SA women's water polo skipper Megan Sileno, middle, with vice-captain Shakira January, left, and Olufunke Gando.
Image: SUPPLIED

The national women’s water polo team jetted out of Johannesburg on Thursday, confident they can achieve their best world championship result to date in Fukuoka, Japan.

Vice-captain Shakira January was part of the team that finished 13th at the 2022 edition in Budapest, which topped their 14th place in 2019 and two 15th and three 16th places before that.

“I believe we can beat that,” said the second-year psychology student at the University of Pretoria.

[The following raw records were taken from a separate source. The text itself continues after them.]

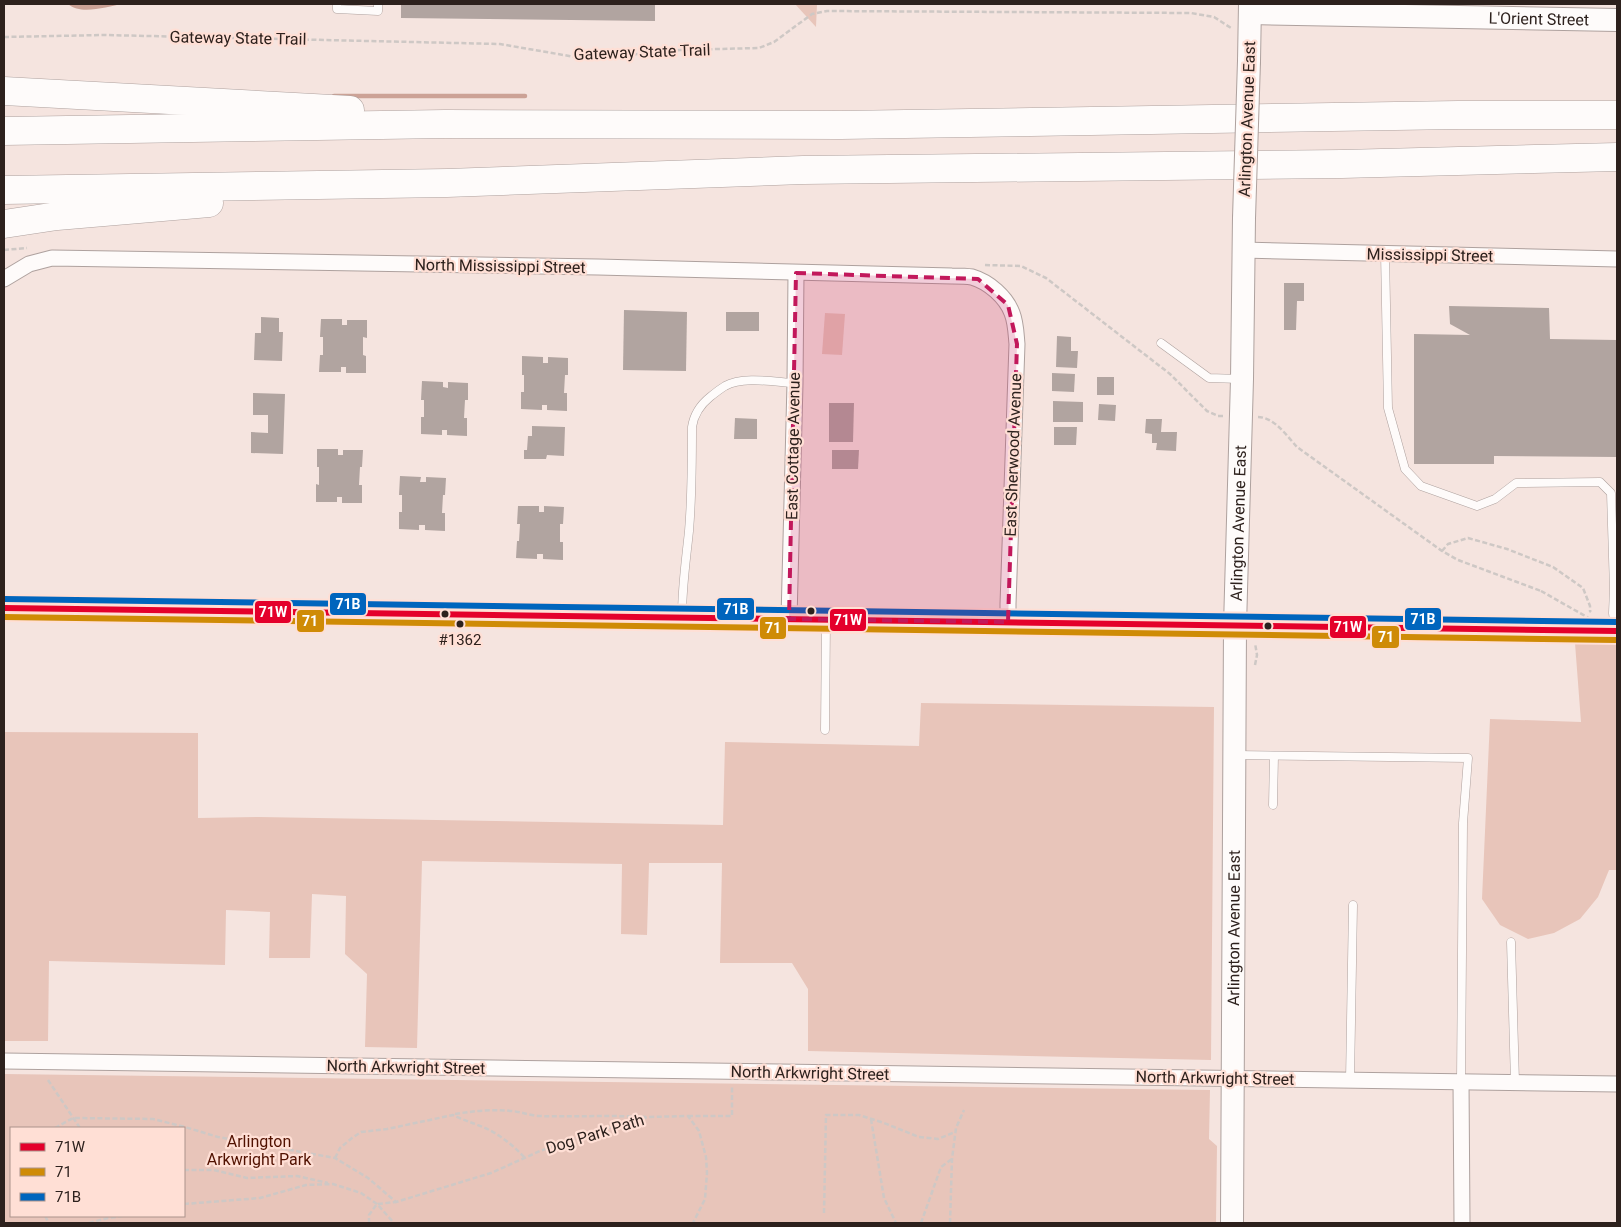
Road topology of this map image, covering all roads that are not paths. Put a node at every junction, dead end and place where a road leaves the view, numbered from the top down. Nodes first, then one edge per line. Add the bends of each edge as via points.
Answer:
1 (337, 4) edge
2 (378, 4) edge
3 (1250, 8) edge
4 (1617, 20) edge
5 (4, 91) edge
6 (1617, 114) edge
7 (445, 124) junction
8 (4, 131) edge
9 (1617, 157) edge
10 (446, 183) junction
11 (4, 190) edge
12 (4, 224) edge
13 (1242, 250) junction
14 (1385, 253) junction
15 (1617, 259) edge
16 (796, 273) junction
17 (4, 278) edge
18 (997, 292) joint
19 (1160, 343) dead end
20 (1242, 379) junction
21 (795, 383) junction
22 (4, 608) edge
23 (682, 618) junction
24 (789, 619) junction
25 (826, 620) junction
26 (1008, 622) junction
27 (1235, 626) junction
28 (1616, 627) edge
29 (825, 730) dead end
30 (1234, 755) junction
31 (1274, 756) junction
32 (1273, 805) dead end
33 (1353, 905) dead end
34 (1511, 942) dead end
35 (4, 1061) edge
36 (1233, 1079) junction
37 (1350, 1080) junction
38 (1461, 1081) junction
39 (1515, 1082) junction
40 (1617, 1084) edge
41 (1232, 1223) edge
42 (1462, 1223) edge

1 - 2 lane via 337,9 378,11
3 - 4 street, L'Orient Street
3 - 13 street, Arlington Avenue East, bridge
5 - 7 highway via 374,111
6 - 7 highway via 841,125
7 - 8 highway
9 - 10 highway via 1342,164 803,170
10 - 11 highway
10 - 12 highway via 377,194 57,216
13 - 14 street, Mississippi Street
13 - 20 street, Arlington Avenue East
14 - 15 street, Mississippi Street
14 - 28 lane via 1388,408 1405,469 1422,486 1477,506 1494,499 1516,483 1600,482 1611,493
16 - 17 street, North Mississippi Street via 52,258 29,264
16 - 18 street, North Mississippi Street via 970,277
16 - 21 street, East Cottage Avenue
18 - 26 street, East Sherwood Avenue via 1012,313 1017,344
19 - 20 lane via 1209,378
20 - 27 street, Arlington Avenue East
21 - 23 lane via 732,383 707,399 693,419
21 - 24 street, East Cottage Avenue
22 - 23 street
23 - 24 street
24 - 25 street
25 - 26 street
25 - 29 lane
26 - 27 street
27 - 28 street
27 - 30 street, Arlington Avenue East
30 - 31 lane
30 - 36 street, Arlington Avenue East
31 - 32 lane
31 - 38 lane via 1468,758 1463,824
33 - 37 lane
34 - 39 lane
35 - 36 street, North Arkwright Street
36 - 37 street, North Arkwright Street
36 - 41 street, Arlington Avenue East
37 - 38 street, North Arkwright Street
38 - 39 street, North Arkwright Street
38 - 42 street
39 - 40 street, North Arkwright Street

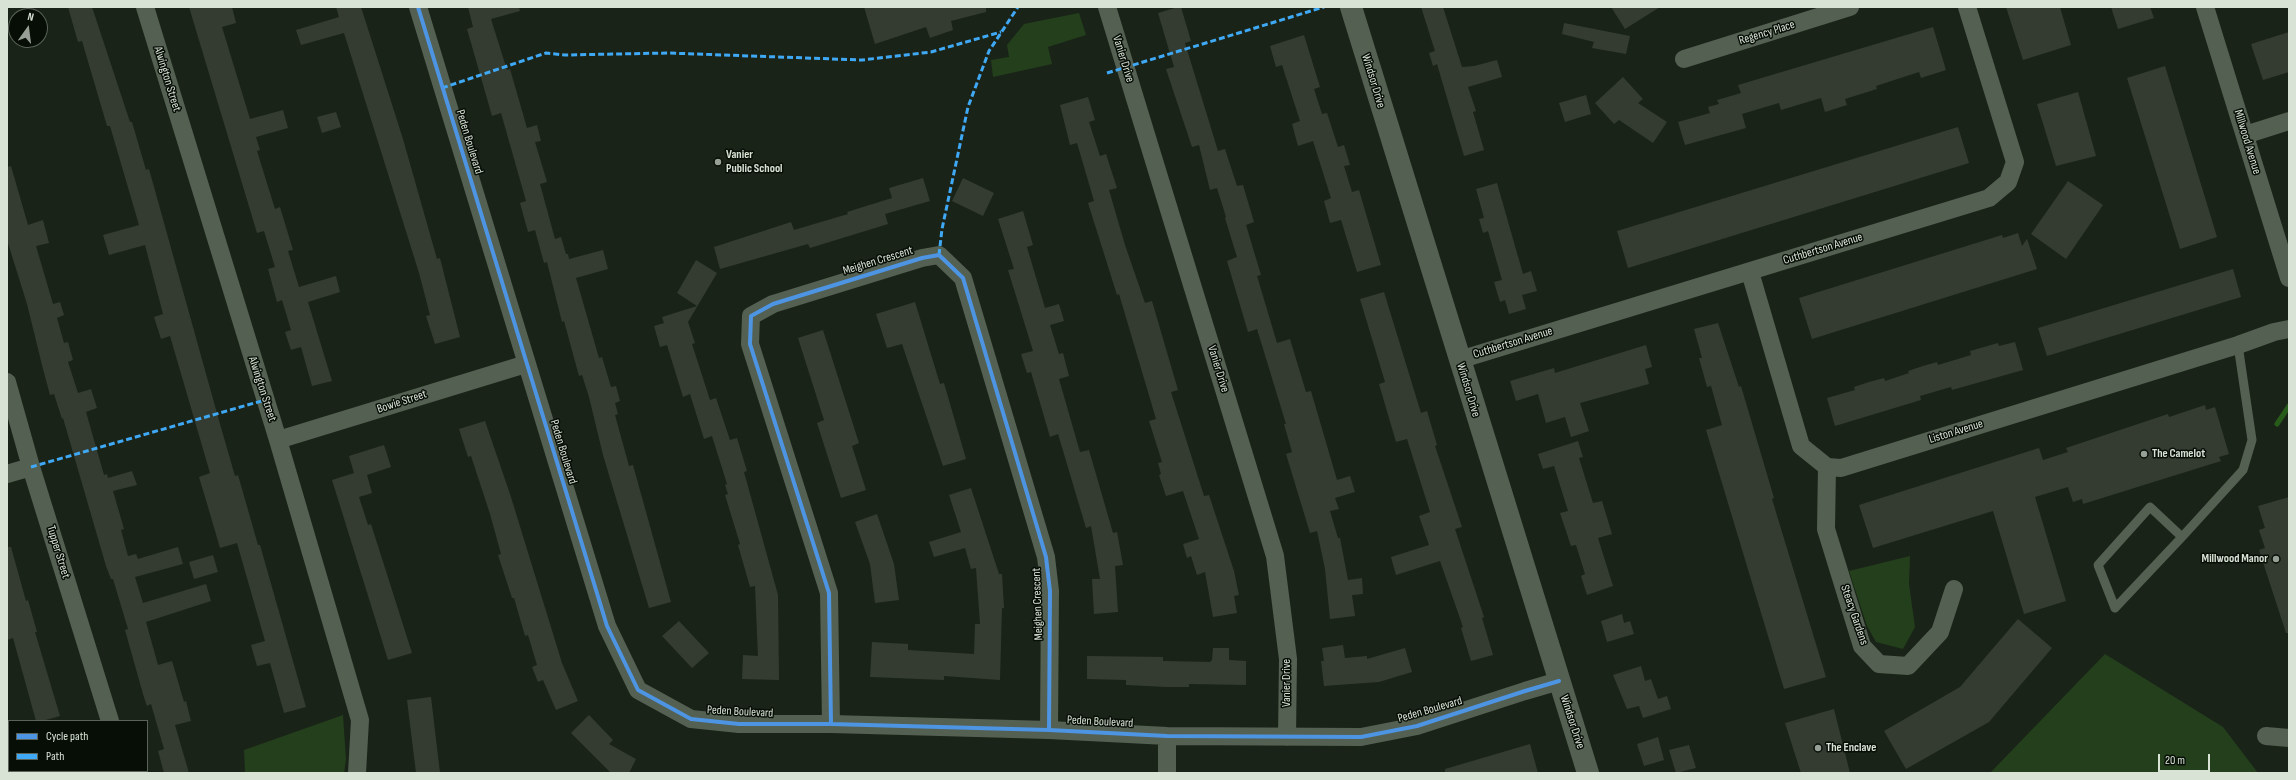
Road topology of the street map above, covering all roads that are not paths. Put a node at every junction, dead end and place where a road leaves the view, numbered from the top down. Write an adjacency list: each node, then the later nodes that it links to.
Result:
1 (145, 7): 18 (street, Alwington Street)
2 (418, 7): 16 (street, Peden Boulevard)
3 (1107, 7): 30 (street, Vanier Drive)
4 (1351, 7): 15 (street, Windsor Drive)
5 (1850, 7): 8 (street, Regency Place)
6 (1968, 7): 11 (street, Cuthbertson Avenue)
7 (2205, 7): 10 (street, Millwood Avenue)
8 (1684, 59)
9 (2289, 121): 10 (street)
10 (2245, 135): 12 (street, Millwood Avenue)
11 (1750, 272): 15 (street, Cuthbertson Avenue); 20 (street)
12 (2289, 278)
13 (2289, 330): 14 (street, Liston Avenue)
14 (2238, 345): 20 (street, Liston Avenue); 22 (lane)
15 (1458, 360): 24 (street, Windsor Drive)
16 (526, 364): 18 (street, Bowie Street); 26 (street, Peden Boulevard)
17 (7, 382): 19 (street, Tupper Street)
18 (278, 440): 32 (street, Alwington Street)
19 (31, 467): 21 (street); 25 (street, Tupper Street)
20 (1827, 467): 23 (street, Steacy Gardens)
21 (7, 474)
22 (2182, 537): 22 (lane)
23 (1954, 589)
24 (1559, 681): 30 (street, Peden Boulevard); 34 (street, Windsor Drive)
25 (110, 720)
26 (831, 724): 27 (street, Peden Boulevard); 27 (street, Meighen Crescent)
27 (1049, 730): 28 (street, Peden Boulevard)
28 (1167, 736): 30 (street, Peden Boulevard); 33 (street)
29 (2266, 736): 31 (street)
30 (1287, 737)
31 (2289, 738)
32 (357, 773)
33 (1167, 773)
34 (1588, 773)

“Last year, in our pool, our challenge was Argentina and it was our closest game — we lost by one goal in the last seconds, so that put us out of the playoff rounds.”

South Africa went down 7-6 against Argentina, the closest the side has come to winning a pool match since they made their debut in 2009.

They face Argentina again in their final pool game on July 20 (2am South African time), after matches against powerhouse sides Greece (July 16, 10.30am) and Italy (July 18, 5am).

“If we beat Argentina this year we’re going to the playoffs and that’ll be a first for the South African ladies,” said January.

“I think we could come 11th, 12th. We’ve been training a lot.”

The team’s training camp in Johannesburg since Friday last week had gone well, said skipper Megan Sileno.

“This camp we’ve had has been awesome. We felt like a proper professional team. We’ve had two hours in the morning, three hours in the afternoon,” said the mother of two, who is headed to her sixth world championships after starting at the team’s debut in 2009.

“We’ve all had to take off work, but it’s been nice to gel and bond. It's been a good week, it really has.

“We've been tired, irritable, learning new things, getting used to each other, but we’ve got such an awesome vibe in the team. We get out the pool and it's over,” added 34-year-old Sileno, the director of water polo at St Anne’s in Hilton.

On a normal day she tries to train up to three hours. “I try to do two sessions a day if my schedule allows, especially with the two children.”

The youngest in the team is Boksburg-born goalkeeper Olufunke Gando, who turned 19 on the first day of the camp. “And I was off early to train at 7am.”

She admitted having a few butterflies before the campaign. 

“Throughout the training camp I was nervous. We had a morning session and after that I feel more excited. I’m a little nervous but I’m more excited.